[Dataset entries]

BEGIN

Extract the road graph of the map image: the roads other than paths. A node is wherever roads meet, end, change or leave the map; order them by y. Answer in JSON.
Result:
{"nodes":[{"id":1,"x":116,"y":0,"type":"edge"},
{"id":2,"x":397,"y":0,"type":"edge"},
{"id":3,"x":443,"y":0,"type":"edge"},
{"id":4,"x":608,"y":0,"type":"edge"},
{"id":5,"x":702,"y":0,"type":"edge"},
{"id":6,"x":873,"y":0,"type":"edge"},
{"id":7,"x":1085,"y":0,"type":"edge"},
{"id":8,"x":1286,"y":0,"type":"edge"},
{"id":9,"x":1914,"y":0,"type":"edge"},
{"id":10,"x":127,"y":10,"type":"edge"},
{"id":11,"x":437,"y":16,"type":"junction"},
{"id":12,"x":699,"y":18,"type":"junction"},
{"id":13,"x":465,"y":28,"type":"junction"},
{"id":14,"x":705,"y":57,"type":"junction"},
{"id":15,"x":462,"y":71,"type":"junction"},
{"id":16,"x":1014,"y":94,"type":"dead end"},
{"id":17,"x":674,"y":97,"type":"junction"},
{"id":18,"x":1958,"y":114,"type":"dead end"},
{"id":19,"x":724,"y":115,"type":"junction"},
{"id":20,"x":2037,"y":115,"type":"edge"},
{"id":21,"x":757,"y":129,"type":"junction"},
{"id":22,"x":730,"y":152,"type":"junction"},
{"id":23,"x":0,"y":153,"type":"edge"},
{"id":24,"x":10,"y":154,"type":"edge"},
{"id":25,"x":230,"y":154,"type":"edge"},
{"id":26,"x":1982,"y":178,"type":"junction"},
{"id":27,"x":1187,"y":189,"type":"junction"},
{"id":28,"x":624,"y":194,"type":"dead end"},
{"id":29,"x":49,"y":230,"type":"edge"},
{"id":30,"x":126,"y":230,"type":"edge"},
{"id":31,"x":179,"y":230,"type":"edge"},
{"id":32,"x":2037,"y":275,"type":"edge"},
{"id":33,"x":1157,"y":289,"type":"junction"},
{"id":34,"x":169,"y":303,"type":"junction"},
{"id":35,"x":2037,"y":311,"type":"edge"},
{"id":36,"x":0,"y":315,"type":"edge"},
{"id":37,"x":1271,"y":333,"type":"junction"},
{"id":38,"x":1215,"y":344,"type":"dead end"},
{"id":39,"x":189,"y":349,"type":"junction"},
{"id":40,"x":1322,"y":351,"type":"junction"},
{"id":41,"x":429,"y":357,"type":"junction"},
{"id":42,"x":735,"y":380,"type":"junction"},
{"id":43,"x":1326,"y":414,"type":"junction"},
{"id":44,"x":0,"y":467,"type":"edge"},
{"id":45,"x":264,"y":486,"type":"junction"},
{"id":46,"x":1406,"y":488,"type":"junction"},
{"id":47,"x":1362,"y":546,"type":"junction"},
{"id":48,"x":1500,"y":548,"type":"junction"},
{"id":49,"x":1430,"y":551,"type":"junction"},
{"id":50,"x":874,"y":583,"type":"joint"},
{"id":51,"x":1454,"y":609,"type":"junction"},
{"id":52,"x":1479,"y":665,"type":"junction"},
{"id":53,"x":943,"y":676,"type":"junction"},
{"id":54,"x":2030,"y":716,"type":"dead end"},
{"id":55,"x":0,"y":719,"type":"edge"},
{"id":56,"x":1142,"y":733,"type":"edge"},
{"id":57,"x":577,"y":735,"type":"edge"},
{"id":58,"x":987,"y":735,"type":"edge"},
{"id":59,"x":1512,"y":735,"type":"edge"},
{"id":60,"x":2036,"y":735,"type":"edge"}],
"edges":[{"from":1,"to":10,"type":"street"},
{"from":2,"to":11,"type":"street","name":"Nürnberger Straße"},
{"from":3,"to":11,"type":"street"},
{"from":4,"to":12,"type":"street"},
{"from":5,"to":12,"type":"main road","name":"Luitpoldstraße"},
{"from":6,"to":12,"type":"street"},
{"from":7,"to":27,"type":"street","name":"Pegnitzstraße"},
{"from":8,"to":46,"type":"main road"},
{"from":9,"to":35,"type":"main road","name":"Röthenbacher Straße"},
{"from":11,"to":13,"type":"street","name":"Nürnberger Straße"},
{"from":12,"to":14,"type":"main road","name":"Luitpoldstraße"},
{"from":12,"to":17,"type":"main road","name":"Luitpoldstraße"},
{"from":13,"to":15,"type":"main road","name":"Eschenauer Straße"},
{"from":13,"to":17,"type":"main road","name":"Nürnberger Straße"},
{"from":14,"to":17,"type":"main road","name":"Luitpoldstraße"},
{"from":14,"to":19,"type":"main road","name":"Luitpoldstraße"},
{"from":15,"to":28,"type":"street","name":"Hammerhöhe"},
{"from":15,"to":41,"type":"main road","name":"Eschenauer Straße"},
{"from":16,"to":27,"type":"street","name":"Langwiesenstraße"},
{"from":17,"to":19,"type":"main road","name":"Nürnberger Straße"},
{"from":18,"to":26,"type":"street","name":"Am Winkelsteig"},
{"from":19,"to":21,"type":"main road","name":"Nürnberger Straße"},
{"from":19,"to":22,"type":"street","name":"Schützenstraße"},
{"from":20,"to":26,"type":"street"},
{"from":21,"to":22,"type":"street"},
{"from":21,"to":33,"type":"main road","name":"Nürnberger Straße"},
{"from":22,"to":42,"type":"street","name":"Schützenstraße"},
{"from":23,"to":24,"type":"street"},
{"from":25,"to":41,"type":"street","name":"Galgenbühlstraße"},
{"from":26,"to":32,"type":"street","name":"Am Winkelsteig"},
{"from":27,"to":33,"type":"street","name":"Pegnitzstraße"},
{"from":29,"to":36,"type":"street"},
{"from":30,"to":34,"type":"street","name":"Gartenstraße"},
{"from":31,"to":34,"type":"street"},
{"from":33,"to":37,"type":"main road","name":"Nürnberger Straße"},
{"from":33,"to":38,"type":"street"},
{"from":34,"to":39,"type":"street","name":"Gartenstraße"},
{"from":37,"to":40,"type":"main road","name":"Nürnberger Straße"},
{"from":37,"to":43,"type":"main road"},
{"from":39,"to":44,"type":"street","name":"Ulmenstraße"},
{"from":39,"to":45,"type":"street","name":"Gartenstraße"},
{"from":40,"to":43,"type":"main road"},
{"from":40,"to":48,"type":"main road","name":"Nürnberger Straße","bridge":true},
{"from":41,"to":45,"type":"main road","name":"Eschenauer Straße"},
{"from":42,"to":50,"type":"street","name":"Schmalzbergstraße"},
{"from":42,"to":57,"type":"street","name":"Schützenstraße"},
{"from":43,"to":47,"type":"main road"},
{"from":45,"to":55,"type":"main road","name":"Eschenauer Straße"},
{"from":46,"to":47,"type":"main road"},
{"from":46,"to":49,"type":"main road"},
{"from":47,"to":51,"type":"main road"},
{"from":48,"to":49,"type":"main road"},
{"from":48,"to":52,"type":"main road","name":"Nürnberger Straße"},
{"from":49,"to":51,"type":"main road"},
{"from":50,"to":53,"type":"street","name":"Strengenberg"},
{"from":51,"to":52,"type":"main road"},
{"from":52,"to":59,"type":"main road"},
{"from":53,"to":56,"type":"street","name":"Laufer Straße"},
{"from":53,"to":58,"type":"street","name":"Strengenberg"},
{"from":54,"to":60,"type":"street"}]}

END

Work order » Among the lines of the data, some may include "dead" as a word or string; report how many, and nothing else.

Result for this exercise » 5